Humidity Mass Transfer Analysis in Packed Powder Detergents

F. Zonfrilli[1], V. Guida[1], L. Scelsi[1]
[1]Procter & Gamble Italia, Pomezia, Roma, Italy
Published in 2012

Powder detergents containing sodium percarbonate and bleach activators undergo chemical decomposition when exposed to high relative humidity. Controlling the moisture intake in finished product packs is therefore a fundamental need in order to guarantee product stability during the whole supply chain. In this paper we show how we have leveraged COMSOL Multiphysics capability in order to model the complex mechanism of moisture migration and absorption in powder detergents; water vapor coming from high relative humidity external environment migrates through the package barrier, and eventually is absorbed by the powder, which has a non-linear absorption property in function of the surrounding relative humidity.
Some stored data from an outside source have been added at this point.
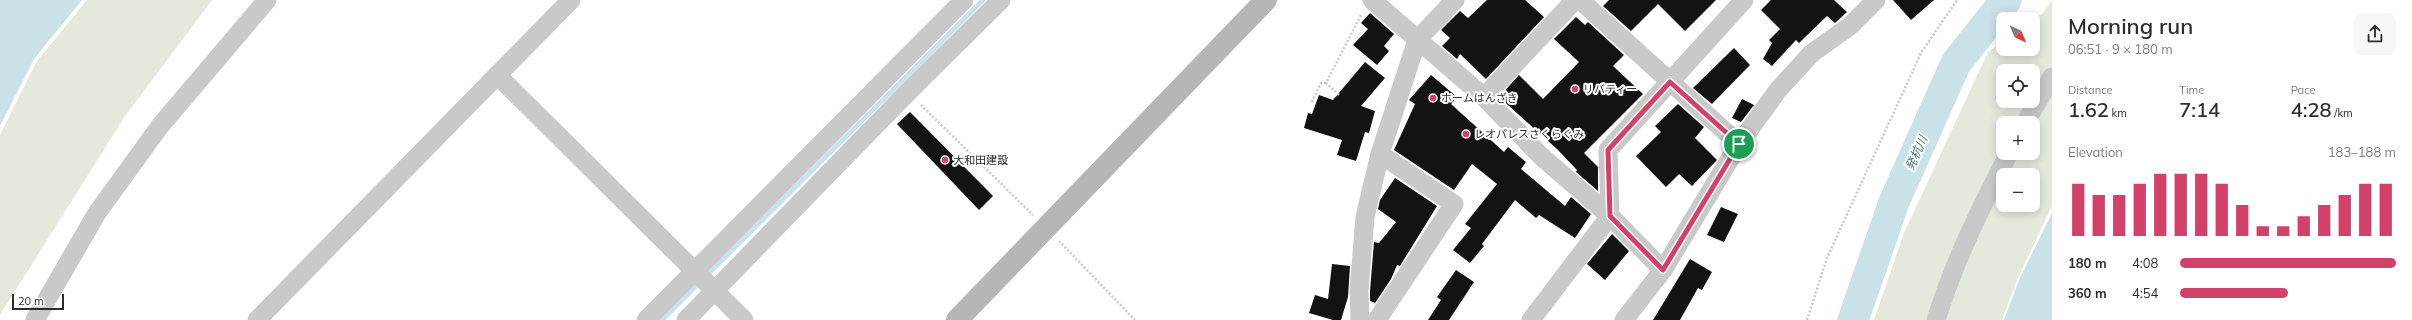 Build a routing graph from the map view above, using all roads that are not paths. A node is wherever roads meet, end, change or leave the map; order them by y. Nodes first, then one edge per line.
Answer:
1 (267, 0) edge
2 (571, 0) edge
3 (964, 0) edge
4 (1001, 0) edge
5 (1266, 0) edge
6 (1455, 0) edge
7 (1575, 0) edge
8 (1580, 0) edge
9 (1744, 0) edge
10 (1876, 0) edge
11 (1367, 7) edge
12 (1417, 40) junction
13 (497, 75) junction
14 (2052, 77) edge
15 (1670, 82) junction
16 (1484, 97) junction
17 (2029, 116) edge
18 (1739, 144) junction
19 (1380, 154) junction
20 (2005, 160) edge
21 (1610, 216) junction
22 (1663, 270) junction
23 (694, 271) junction
24 (715, 292) junction
25 (35, 320) edge
26 (257, 320) edge
27 (646, 320) edge
28 (686, 320) edge
29 (744, 320) edge
30 (957, 320) edge
31 (1360, 320) edge
32 (1378, 320) edge
33 (1531, 320) edge
34 (1624, 320) edge
35 (1936, 320) edge

1 - 25 street
2 - 13 street
3 - 23 street
4 - 24 street
5 - 30 street
6 - 12 street
7 - 16 street
8 - 15 street
9 - 15 street
10 - 18 street
11 - 12 street
12 - 16 street
12 - 19 street
13 - 23 street
13 - 26 street
14 - 17 street
15 - 18 street
15 - 21 street
16 - 21 street
18 - 22 street
19 - 31 street
19 - 32 street
20 - 35 street
21 - 22 street
21 - 33 street
22 - 34 street
23 - 24 street
23 - 27 street
24 - 28 street
24 - 29 street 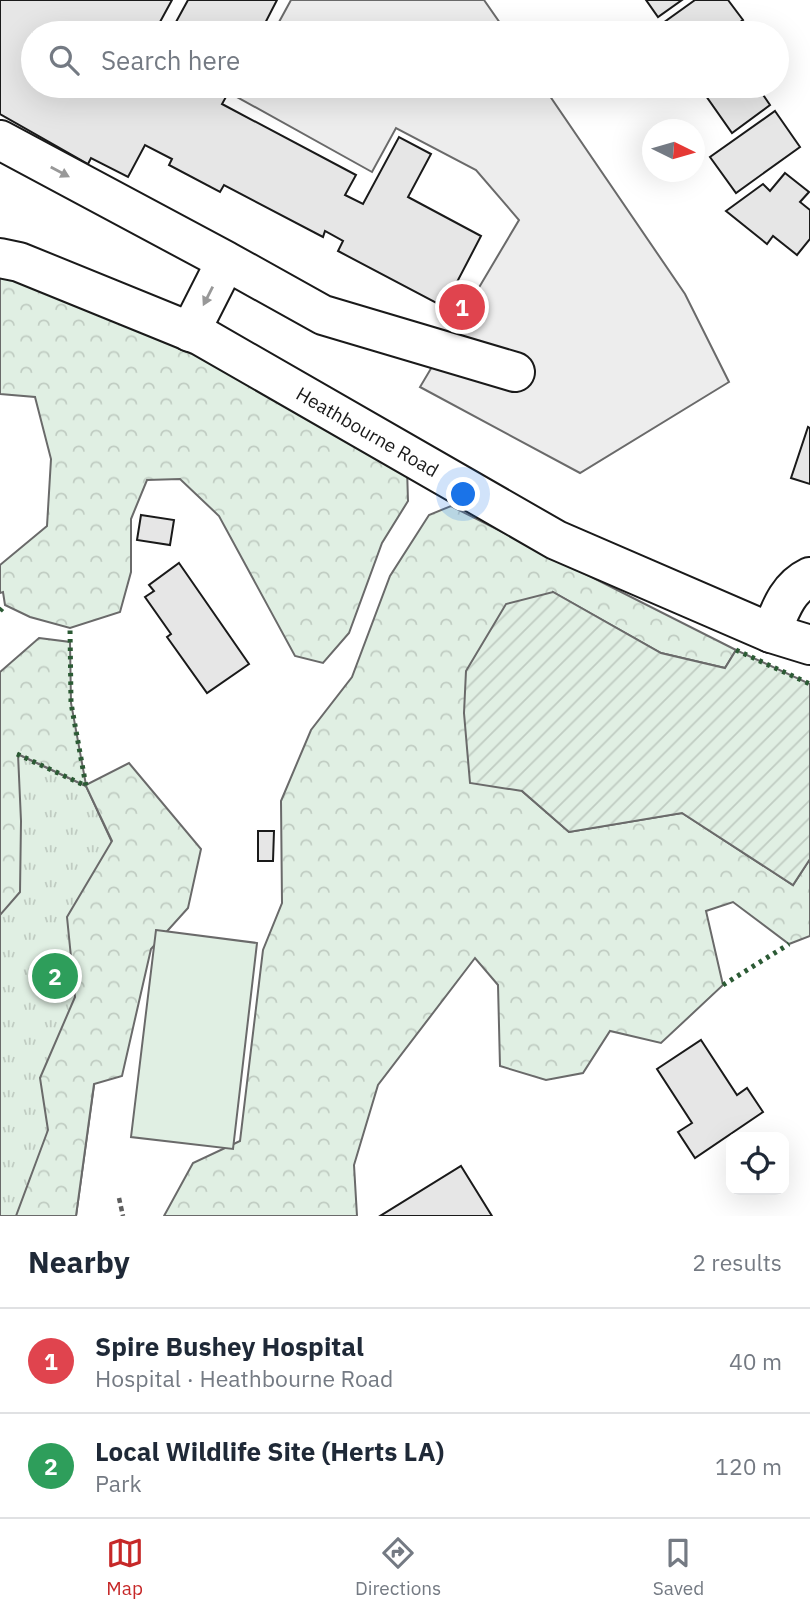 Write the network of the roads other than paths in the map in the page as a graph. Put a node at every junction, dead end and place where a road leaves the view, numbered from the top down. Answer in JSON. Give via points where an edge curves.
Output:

The underlying physics is that of a mass transfer through diffusion, in presence of two phases: bound water in the powder and mobile water in vapor phase. The two phases are exchanging moisture and, in general are not at thermodynamical equilibrium characterized by the non-linear vapor sorption curve of the product. The driving force behind moisture diffusion is the overall chemical potential (water activity) gradient, rather than moisture concentration, thus we are not solving a pure fickian diffusion problem. The moisture sorption and thus the moisture diffusivity is a non linear function of moisture activity and so is the sorption kinetics from mobile to the steady phase. This model is achieved by coupling two non steady state mass conservation physics. We have used this model to design and optimize the product properties and package characteristics in order to guarantee sufficient moisture control throughout the whole supply chain. In a parallel work we are developing a kinetic model that analyzes the chemical degradation of our main chemical species in function of temperature and ambient humidity. By coupling the 2 models we have a realistic prediction of product chemical stability throughout the supply chain.